──────── GIVEN RECORDS ────────

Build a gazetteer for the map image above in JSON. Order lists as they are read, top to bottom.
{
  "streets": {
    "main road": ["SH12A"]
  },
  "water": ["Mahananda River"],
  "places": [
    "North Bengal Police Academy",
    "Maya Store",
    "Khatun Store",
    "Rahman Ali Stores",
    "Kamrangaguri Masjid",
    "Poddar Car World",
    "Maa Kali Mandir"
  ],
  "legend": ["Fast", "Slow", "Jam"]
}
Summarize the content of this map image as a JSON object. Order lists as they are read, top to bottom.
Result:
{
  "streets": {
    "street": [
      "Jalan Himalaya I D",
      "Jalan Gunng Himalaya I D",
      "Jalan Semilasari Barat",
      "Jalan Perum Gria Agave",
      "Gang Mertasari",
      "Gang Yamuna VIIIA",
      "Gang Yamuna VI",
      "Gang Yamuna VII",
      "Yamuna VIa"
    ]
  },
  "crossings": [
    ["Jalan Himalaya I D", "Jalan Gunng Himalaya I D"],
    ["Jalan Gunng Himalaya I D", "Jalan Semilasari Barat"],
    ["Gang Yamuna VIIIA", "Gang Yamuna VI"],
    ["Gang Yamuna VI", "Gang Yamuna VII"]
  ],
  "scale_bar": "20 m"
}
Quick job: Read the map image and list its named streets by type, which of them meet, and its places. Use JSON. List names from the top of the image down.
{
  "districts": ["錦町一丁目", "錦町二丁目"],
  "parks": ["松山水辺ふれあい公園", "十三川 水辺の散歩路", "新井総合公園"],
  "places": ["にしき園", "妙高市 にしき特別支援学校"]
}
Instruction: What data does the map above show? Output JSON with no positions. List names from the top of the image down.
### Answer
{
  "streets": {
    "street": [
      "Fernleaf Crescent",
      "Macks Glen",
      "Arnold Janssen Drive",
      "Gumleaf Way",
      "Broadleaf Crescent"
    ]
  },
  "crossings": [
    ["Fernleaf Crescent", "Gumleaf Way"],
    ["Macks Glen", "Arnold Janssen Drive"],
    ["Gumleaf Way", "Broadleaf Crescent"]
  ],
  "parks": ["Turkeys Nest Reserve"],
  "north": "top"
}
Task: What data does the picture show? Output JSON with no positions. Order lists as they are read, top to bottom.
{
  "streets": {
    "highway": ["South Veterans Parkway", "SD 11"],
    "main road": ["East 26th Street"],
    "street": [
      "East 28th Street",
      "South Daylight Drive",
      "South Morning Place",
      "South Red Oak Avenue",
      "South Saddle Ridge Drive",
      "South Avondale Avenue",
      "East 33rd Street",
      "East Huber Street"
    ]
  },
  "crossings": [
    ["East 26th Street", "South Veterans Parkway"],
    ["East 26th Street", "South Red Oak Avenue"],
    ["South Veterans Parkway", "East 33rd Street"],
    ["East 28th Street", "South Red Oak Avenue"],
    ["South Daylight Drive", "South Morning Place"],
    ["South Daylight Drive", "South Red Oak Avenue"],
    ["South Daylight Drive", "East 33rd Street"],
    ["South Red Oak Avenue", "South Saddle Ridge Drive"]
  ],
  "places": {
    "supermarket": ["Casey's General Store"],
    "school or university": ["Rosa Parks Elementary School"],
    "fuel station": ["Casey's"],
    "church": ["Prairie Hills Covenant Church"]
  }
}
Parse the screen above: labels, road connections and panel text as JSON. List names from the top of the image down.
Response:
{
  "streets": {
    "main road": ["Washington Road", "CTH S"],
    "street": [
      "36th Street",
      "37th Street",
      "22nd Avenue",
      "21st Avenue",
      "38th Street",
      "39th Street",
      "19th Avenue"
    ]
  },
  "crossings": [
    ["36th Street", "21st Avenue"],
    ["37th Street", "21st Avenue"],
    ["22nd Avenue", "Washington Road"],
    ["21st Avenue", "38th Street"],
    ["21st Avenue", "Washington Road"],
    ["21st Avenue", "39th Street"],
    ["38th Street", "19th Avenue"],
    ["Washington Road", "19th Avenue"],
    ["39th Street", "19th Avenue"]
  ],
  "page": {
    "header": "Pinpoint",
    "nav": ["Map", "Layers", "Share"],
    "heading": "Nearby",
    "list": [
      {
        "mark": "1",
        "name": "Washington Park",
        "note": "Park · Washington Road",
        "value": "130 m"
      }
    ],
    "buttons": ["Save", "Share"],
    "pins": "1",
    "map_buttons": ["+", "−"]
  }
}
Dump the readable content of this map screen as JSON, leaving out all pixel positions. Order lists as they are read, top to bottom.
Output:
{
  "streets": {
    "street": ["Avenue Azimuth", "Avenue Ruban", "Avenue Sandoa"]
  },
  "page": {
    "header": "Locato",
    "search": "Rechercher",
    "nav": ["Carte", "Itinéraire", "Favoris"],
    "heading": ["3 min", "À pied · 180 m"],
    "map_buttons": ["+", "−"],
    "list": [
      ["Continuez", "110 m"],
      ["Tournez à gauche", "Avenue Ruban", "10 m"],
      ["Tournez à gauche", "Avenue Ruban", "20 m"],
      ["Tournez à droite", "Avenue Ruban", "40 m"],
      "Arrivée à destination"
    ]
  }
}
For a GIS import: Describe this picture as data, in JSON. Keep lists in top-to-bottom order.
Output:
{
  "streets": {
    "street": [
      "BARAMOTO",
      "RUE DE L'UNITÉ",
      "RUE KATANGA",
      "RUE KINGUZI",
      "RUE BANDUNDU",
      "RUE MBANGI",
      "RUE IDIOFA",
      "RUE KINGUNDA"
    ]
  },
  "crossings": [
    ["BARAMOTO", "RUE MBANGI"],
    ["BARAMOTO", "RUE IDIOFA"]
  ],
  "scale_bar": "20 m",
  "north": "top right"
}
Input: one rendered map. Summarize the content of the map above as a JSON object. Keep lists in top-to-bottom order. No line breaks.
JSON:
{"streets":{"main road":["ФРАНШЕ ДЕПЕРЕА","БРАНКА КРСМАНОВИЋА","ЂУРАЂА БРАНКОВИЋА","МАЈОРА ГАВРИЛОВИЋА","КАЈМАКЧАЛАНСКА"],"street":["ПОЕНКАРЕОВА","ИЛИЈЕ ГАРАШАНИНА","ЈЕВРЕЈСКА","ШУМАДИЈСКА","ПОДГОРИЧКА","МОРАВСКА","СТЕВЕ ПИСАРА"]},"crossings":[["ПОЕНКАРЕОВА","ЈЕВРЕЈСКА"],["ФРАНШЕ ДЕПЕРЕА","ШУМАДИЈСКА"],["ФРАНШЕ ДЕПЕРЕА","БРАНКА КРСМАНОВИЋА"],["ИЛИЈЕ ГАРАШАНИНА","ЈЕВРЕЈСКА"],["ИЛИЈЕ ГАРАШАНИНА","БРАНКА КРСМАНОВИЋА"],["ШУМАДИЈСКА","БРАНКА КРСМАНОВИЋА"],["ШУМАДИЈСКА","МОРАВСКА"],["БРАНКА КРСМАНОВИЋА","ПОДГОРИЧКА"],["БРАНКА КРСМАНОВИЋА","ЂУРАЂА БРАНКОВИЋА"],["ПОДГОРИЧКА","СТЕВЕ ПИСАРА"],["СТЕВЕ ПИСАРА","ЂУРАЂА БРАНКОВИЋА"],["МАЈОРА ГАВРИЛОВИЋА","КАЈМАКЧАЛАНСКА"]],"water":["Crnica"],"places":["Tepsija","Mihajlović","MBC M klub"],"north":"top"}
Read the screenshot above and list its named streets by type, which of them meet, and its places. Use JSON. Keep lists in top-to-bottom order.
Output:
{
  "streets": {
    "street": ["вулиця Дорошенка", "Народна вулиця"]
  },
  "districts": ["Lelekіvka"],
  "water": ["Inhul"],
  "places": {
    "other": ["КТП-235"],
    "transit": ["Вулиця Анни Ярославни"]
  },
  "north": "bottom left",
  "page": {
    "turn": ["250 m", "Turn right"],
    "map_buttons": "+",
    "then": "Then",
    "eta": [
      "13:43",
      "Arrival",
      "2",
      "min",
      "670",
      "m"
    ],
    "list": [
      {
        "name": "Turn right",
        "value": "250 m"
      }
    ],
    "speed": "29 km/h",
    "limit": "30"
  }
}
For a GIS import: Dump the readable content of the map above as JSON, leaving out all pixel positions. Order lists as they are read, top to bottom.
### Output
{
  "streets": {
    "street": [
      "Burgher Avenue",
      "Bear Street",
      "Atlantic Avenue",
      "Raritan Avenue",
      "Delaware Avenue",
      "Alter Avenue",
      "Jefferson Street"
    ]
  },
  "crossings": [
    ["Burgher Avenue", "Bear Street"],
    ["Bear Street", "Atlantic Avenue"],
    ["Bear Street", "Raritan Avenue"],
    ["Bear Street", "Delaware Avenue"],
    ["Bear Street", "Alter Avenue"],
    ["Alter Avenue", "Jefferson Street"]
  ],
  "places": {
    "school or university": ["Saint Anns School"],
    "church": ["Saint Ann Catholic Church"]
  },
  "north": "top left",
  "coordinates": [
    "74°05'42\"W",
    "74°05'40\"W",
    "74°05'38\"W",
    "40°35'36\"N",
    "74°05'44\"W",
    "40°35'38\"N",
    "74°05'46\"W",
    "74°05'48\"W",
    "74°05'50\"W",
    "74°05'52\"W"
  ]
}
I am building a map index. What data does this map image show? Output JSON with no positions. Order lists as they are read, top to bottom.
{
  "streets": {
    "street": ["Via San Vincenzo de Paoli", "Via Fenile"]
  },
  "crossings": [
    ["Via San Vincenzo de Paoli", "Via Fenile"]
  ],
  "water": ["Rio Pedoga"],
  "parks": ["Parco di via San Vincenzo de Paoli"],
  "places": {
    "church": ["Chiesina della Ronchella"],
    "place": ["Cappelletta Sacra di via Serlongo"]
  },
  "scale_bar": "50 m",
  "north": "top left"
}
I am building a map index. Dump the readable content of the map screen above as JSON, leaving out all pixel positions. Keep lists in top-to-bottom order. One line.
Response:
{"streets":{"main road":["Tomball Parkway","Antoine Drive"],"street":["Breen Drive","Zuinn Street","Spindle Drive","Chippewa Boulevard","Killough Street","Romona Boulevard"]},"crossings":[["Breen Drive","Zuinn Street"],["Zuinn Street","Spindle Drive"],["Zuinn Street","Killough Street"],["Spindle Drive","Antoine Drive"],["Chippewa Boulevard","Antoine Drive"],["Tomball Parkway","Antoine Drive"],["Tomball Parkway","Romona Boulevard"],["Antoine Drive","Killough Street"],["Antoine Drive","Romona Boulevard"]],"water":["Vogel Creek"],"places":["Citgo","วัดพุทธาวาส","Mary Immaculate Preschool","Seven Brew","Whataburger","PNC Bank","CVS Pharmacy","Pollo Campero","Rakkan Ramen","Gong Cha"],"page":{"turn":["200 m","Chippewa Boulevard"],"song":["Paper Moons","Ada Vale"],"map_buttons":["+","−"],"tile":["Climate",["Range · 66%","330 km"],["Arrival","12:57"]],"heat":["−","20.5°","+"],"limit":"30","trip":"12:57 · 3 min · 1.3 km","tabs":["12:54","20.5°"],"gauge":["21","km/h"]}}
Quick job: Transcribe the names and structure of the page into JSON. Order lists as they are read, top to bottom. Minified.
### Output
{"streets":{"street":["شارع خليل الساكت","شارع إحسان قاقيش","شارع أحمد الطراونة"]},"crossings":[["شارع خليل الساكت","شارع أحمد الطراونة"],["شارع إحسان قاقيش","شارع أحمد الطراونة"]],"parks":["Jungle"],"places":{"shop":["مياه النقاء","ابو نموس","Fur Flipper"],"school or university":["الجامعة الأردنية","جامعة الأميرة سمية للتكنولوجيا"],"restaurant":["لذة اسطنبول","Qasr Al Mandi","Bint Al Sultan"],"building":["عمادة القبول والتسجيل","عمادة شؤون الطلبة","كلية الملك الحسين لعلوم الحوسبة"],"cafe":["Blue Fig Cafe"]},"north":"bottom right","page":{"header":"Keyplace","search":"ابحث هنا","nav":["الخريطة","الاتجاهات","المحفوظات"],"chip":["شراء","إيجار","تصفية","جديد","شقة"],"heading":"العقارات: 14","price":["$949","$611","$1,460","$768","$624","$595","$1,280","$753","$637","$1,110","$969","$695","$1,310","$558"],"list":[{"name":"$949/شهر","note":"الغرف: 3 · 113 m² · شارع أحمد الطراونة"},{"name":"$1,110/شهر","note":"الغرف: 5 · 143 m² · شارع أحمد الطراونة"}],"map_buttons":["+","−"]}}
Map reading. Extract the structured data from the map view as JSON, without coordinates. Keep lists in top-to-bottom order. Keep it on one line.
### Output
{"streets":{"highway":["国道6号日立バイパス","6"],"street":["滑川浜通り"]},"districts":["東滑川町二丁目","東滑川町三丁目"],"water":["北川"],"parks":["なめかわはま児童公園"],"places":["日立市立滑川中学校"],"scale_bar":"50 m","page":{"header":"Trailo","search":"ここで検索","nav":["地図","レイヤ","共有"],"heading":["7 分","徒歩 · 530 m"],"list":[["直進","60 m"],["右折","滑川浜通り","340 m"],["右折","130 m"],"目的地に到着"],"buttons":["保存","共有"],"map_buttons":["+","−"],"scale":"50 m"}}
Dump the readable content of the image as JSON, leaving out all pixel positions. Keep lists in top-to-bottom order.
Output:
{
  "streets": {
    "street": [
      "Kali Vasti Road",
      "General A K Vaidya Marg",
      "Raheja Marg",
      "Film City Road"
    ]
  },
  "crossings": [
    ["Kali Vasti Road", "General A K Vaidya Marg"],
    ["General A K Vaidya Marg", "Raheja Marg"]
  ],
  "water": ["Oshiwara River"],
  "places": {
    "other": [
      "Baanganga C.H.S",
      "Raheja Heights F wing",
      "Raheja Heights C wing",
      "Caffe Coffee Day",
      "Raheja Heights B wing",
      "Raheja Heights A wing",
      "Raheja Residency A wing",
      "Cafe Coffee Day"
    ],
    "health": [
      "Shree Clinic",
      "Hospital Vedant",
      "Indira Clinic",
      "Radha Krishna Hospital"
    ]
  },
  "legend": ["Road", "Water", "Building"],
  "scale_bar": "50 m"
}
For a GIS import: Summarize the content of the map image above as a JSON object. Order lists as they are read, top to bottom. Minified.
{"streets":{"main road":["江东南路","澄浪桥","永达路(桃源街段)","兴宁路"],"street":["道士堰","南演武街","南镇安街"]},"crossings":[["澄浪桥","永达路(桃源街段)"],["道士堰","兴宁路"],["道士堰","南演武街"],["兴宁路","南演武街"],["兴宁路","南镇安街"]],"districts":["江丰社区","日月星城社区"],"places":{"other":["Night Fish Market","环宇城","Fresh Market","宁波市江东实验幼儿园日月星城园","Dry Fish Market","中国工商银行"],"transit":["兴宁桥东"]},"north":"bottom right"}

────────

## TASK GOAL
Your response should consist solely of the lines from the one containing "Dump the readable content of the image" to the end of the entries, both ends included, exactly as they appear.

## OUTPUT OF THE EXERCISE
Dump the readable content of the image as JSON, leaving out all pixel positions. Keep lists in top-to-bottom order.
Output:
{
  "streets": {
    "street": [
      "Kali Vasti Road",
      "General A K Vaidya Marg",
      "Raheja Marg",
      "Film City Road"
    ]
  },
  "crossings": [
    ["Kali Vasti Road", "General A K Vaidya Marg"],
    ["General A K Vaidya Marg", "Raheja Marg"]
  ],
  "water": ["Oshiwara River"],
  "places": {
    "other": [
      "Baanganga C.H.S",
      "Raheja Heights F wing",
      "Raheja Heights C wing",
      "Caffe Coffee Day",
      "Raheja Heights B wing",
      "Raheja Heights A wing",
      "Raheja Residency A wing",
      "Cafe Coffee Day"
    ],
    "health": [
      "Shree Clinic",
      "Hospital Vedant",
      "Indira Clinic",
      "Radha Krishna Hospital"
    ]
  },
  "legend": ["Road", "Water", "Building"],
  "scale_bar": "50 m"
}
For a GIS import: Summarize the content of the map image above as a JSON object. Order lists as they are read, top to bottom. Minified.
{"streets":{"main road":["江东南路","澄浪桥","永达路(桃源街段)","兴宁路"],"street":["道士堰","南演武街","南镇安街"]},"crossings":[["澄浪桥","永达路(桃源街段)"],["道士堰","兴宁路"],["道士堰","南演武街"],["兴宁路","南演武街"],["兴宁路","南镇安街"]],"districts":["江丰社区","日月星城社区"],"places":{"other":["Night Fish Market","环宇城","Fresh Market","宁波市江东实验幼儿园日月星城园","Dry Fish Market","中国工商银行"],"transit":["兴宁桥东"]},"north":"bottom right"}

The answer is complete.